Best Practice for big data queries
-
23 Maret 2012 15:16
Hi there,
I have a big source table ( 110M rows, 8GB ) that I would like to process into another big destination table. As it turns out timewise such approach is a lot slower than dividing up the destination table into several smaller dest. tables. But this approach leads to a lot of SQL code that I would like to avoid.
The queries follow a similar pattern like:
insert into Temp_Table_1 select col1, col2, col3, col4, col5, sum(col6) as Loss from BigTable where id in ('1') group by col1, col2, col3, col4, col5 ; insert into Temp_Table_2 select col1, col2, col3, col4, col5, sum(col6) as Loss from BigTable where id in ('1', '2') group by col1, col2, col3, col4, col5 ; -- 10 more queries
I tried several approaches like creating an index for BigTable or creating a separate table that holds an index for each {col1, col2, col3, col4, col5} groupings. But they all take too much time to process.
Does any of the SQL Server Zens have some common practices that I could profit from?
The target machine is an 8 core machine with 32GB of RAM. SQL Server version is 2008 R2.
Thanks ahead,
Christian
Semua Balasan
-
23 Maret 2012 15:29
Hi, just sharing some thoughts.. I would try the following:
If all queries look like those, use an intermediate table with the results for each id (that you can use to populate the other tables):
insert into Temp_Table select id, col1, col2, col3, col4, col5, sum(col6) as Loss from BigTable where id in ('1', '2', '3') -- and all other possible ids group by id, col1, col2, col3, col4, col5I would also try creating a non-clustered index on columns id, col1, col2, col3, col4 and col5 and col6 as included column.
But again, I would have to try it to see the actual performance.
David.
-
23 Maret 2012 15:45
Christian,
110M rows is a big table, but not really too big to cause severe performance issues if you gave good indexing. do you have an index on the column "id" that is used in the where clause , is it a covering index ? does the execution plan show that the index is being used appropriately ?
you have multiple queries that seem to be selecting from the same bigtable and putting rows in different staging tables based on different where clauses. You might want to consolidate this process into an SSIS package with one select statement that has a wide enough filter to incorporate all the filters and then use a combination of multicase and conditional split to populate the different staging tables as per your filters.
finally, you might want to consider table partitions if possible to limit the number of rows your index has to seek/scan through.

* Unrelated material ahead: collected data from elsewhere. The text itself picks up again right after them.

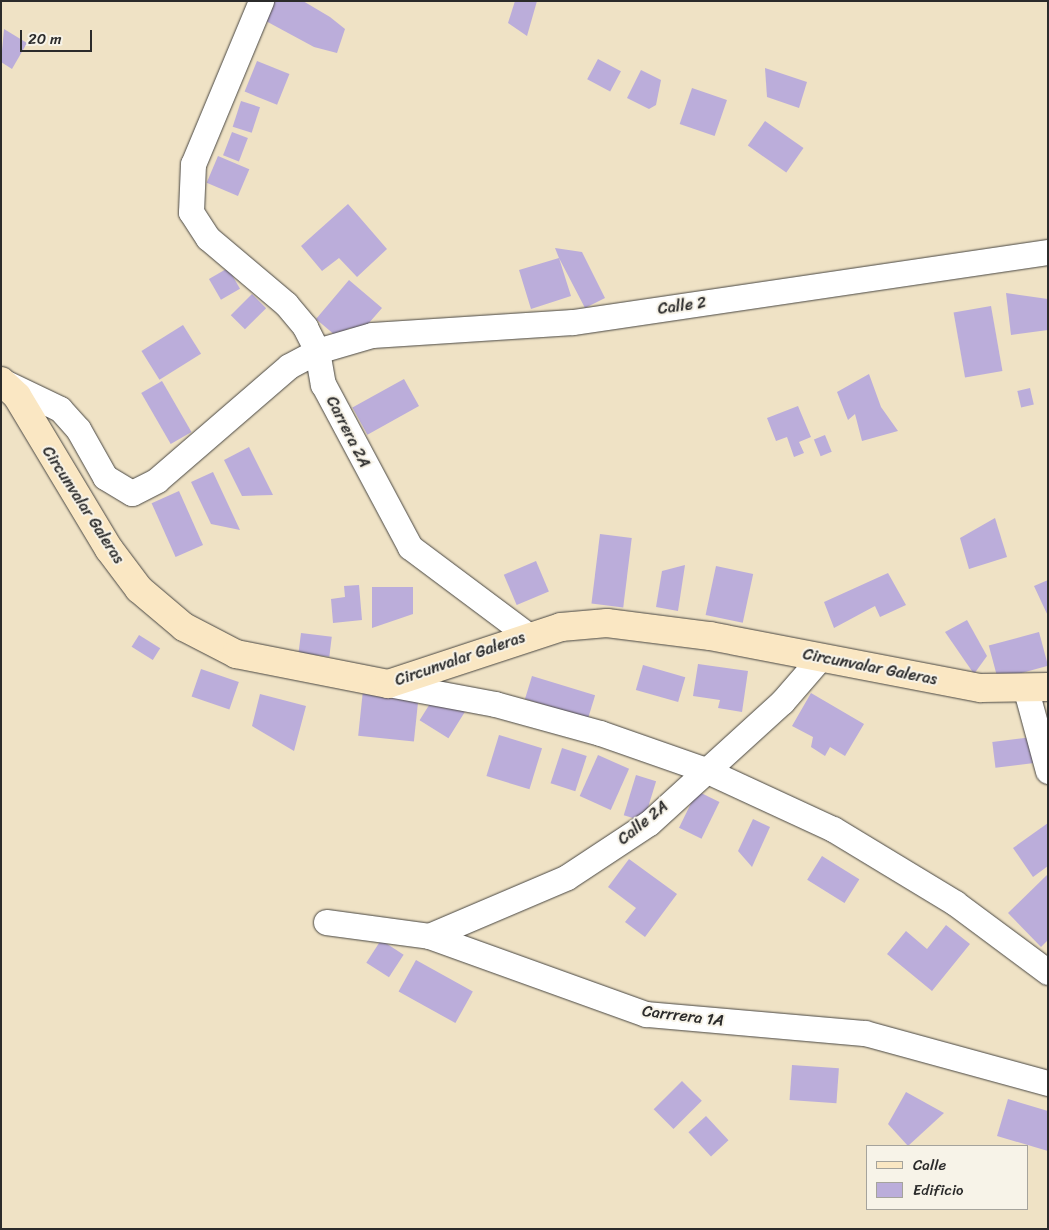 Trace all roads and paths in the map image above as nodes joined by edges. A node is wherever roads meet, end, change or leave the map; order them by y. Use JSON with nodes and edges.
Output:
{"nodes":[{"id":1,"x":261,"y":1,"type":"edge"},
{"id":2,"x":1048,"y":252,"type":"edge"},
{"id":3,"x":317,"y":351,"type":"junction"},
{"id":4,"x":3,"y":381,"type":"edge"},
{"id":5,"x":528,"y":636,"type":"junction"},
{"id":6,"x":821,"y":657,"type":"junction"},
{"id":7,"x":388,"y":684,"type":"junction"},
{"id":8,"x":1037,"y":688,"type":"edge"},
{"id":9,"x":703,"y":769,"type":"junction"},
{"id":10,"x":1048,"y":771,"type":"edge"},
{"id":11,"x":326,"y":922,"type":"dead end"},
{"id":12,"x":429,"y":936,"type":"junction"},
{"id":13,"x":1048,"y":972,"type":"edge"},
{"id":14,"x":1048,"y":1083,"type":"edge"}],
"edges":[{"from":1,"to":3,"type":"street","name":"Carrera 2A"},
{"from":2,"to":3,"type":"street","name":"Calle 2"},
{"from":3,"to":4,"type":"street","name":"Calle 2"},
{"from":3,"to":5,"type":"street","name":"Carrera 2A"},
{"from":4,"to":7,"type":"main road","name":"Circunvalar Galeras"},
{"from":5,"to":6,"type":"main road","name":"Circunvalar Galeras"},
{"from":5,"to":7,"type":"main road","name":"Circunvalar Galeras"},
{"from":6,"to":8,"type":"main road","name":"Circunvalar Galeras"},
{"from":6,"to":9,"type":"street","name":"Calle 2A"},
{"from":7,"to":9,"type":"street"},
{"from":8,"to":10,"type":"street"},
{"from":9,"to":12,"type":"street","name":"Calle 2A"},
{"from":9,"to":13,"type":"street"},
{"from":11,"to":12,"type":"street","name":"Carrrera 1A"},
{"from":12,"to":14,"type":"street","name":"Carrrera 1A"}]} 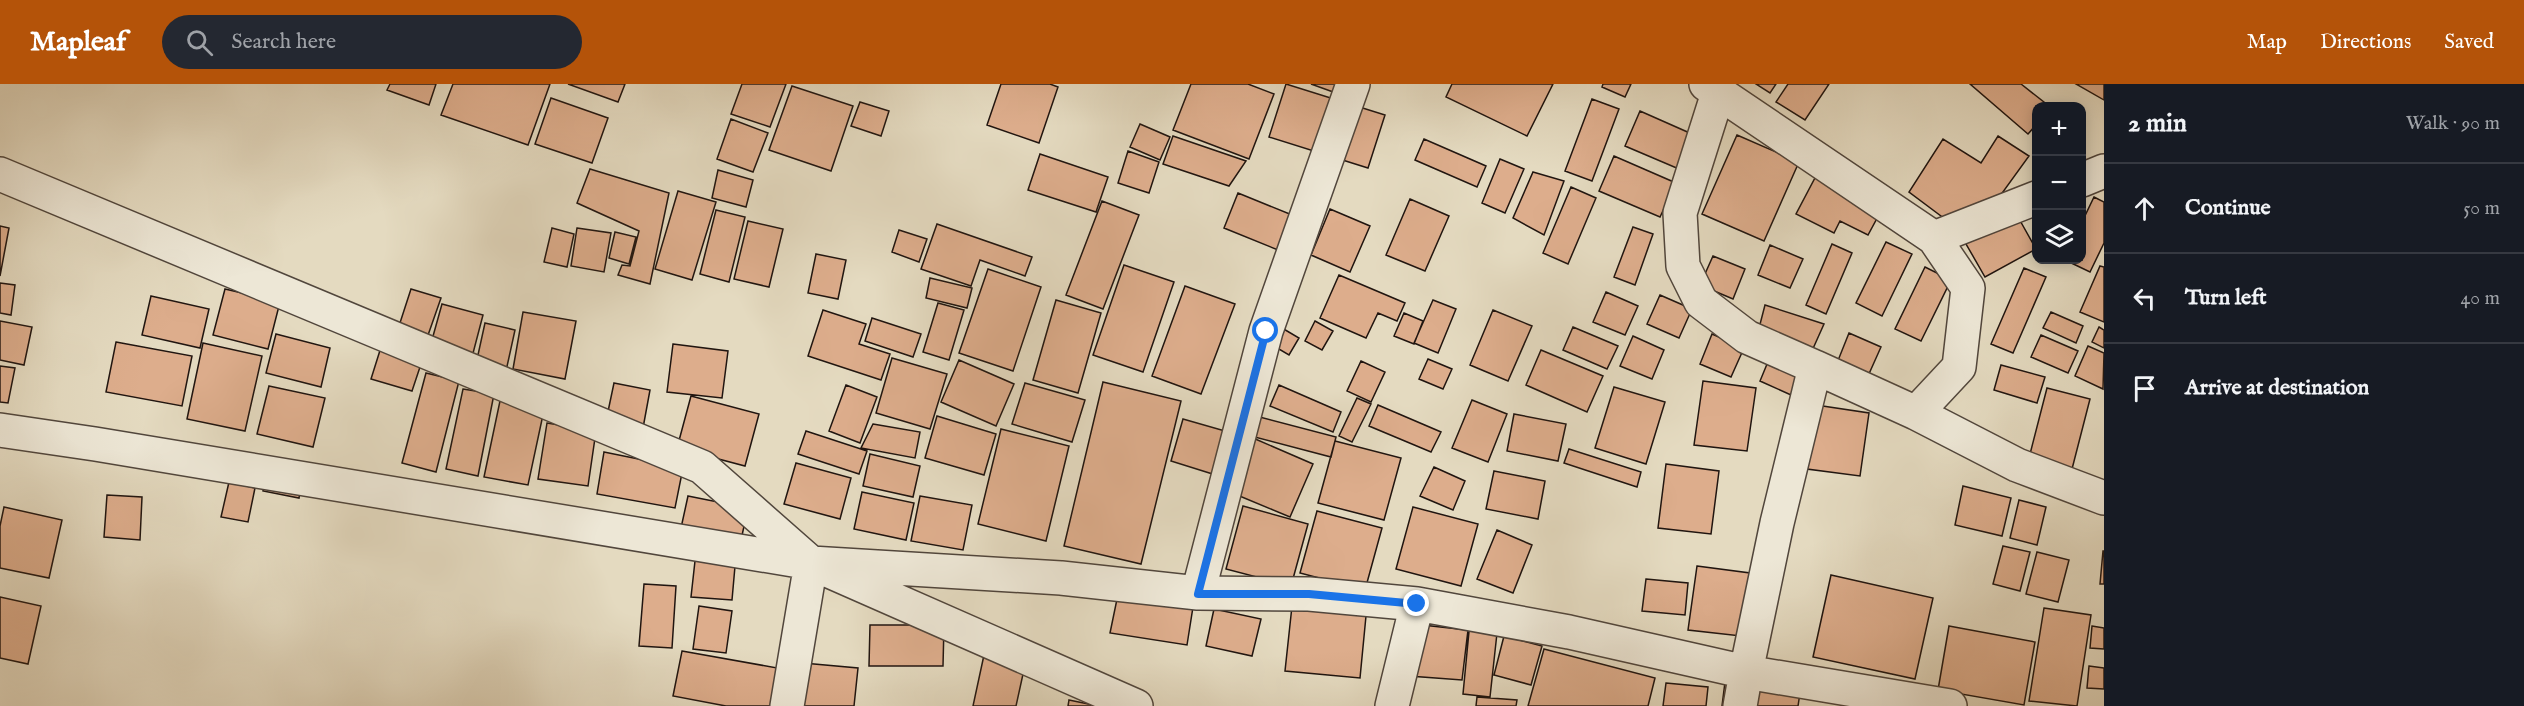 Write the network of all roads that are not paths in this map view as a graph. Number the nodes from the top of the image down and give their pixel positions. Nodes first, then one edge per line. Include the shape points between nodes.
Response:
1 (1353, 84) edge
2 (1712, 88) edge
3 (2104, 171) edge
4 (0, 174) edge
5 (2086, 178) edge
6 (2032, 200) edge
7 (1934, 238) junction
8 (1815, 367) junction
9 (1916, 413) junction
10 (0, 430) edge
11 (2104, 498) edge
12 (811, 563) junction
13 (1198, 594) junction
14 (1417, 604) junction
15 (1746, 672) junction
16 (787, 706) edge
17 (1136, 706) edge
18 (1392, 706) edge
19 (1740, 706) edge
20 (1950, 706) edge

1 - 13 street via 1266,331
2 - 7 street
2 - 8 street via 1680,213 1683,266 1701,302 1747,337
3 - 5 street
4 - 12 street via 702,467
6 - 7 street
7 - 9 street via 1968,288 1959,367
8 - 9 street
8 - 15 street
9 - 11 street via 2017,465
10 - 12 street
12 - 13 street via 1061,578
12 - 16 street
12 - 17 street
13 - 14 street via 1309,594
14 - 15 street via 1569,632
14 - 18 street
15 - 19 street
15 - 20 street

http://msdn.microsoft.com/en-us/library/ms190787.aspx
hope this helps !
Sanil Mhatre | Database Developer | MCTS | If you find my reply useful in any way, please vote it as helpful. If it has helped answer your question, please mark it as Answer.
- Diedit oleh Sanil Mhatre 23 Maret 2012 15:47 added link
-
23 Maret 2012 15:49
Thanks David, a couple of questions:
* What do you mean by "intermediate" table? Is that an actual table or a variable?
* What's the syntax for creating such a non-clustered index? I got this
create index p1 on BigTable(col1,col2,col3,col4,col5) include col6
Christian
-
23 Maret 2012 15:56
I mean an actual table that will hold the results for each id (Temp_Table in my sample code). Then you can use this table to populate the other tables, e.g.:
insert into Temp_Table_2 select col1, col2, col3, col4, col5, sum(col6) as Loss from Temp_Table where id in ('1', '2') group by col1, col2, col3, col4, col5This should be much faster since this table should be much smaller.
Regarding the index (don't forget id column):
create index p1 on BigTable (id,col1,col2,col3,col4,col5) include (col6)
David.
- Ditandai sebagai Jawaban oleh amber zhangModerator 30 Maret 2012 3:23
-
23 Maret 2012 23:11
Thanks Sanil, I'll do some more testing next week.
-
24 Maret 2012 5:24
Hi Chenning,
If you want to simply insert rows in other table then I suggest to use Import Utility of SQL Server, and If you are trying to do some processing in between then the best approach is to do it in batches.
Best approach for both is using SSIS.
Hope it will help you.
------------------ Please mark my post as an answer if I helped you to resolve the issue or vote up if I helped you.Thanks. Regards and good Wishes, Maqbool.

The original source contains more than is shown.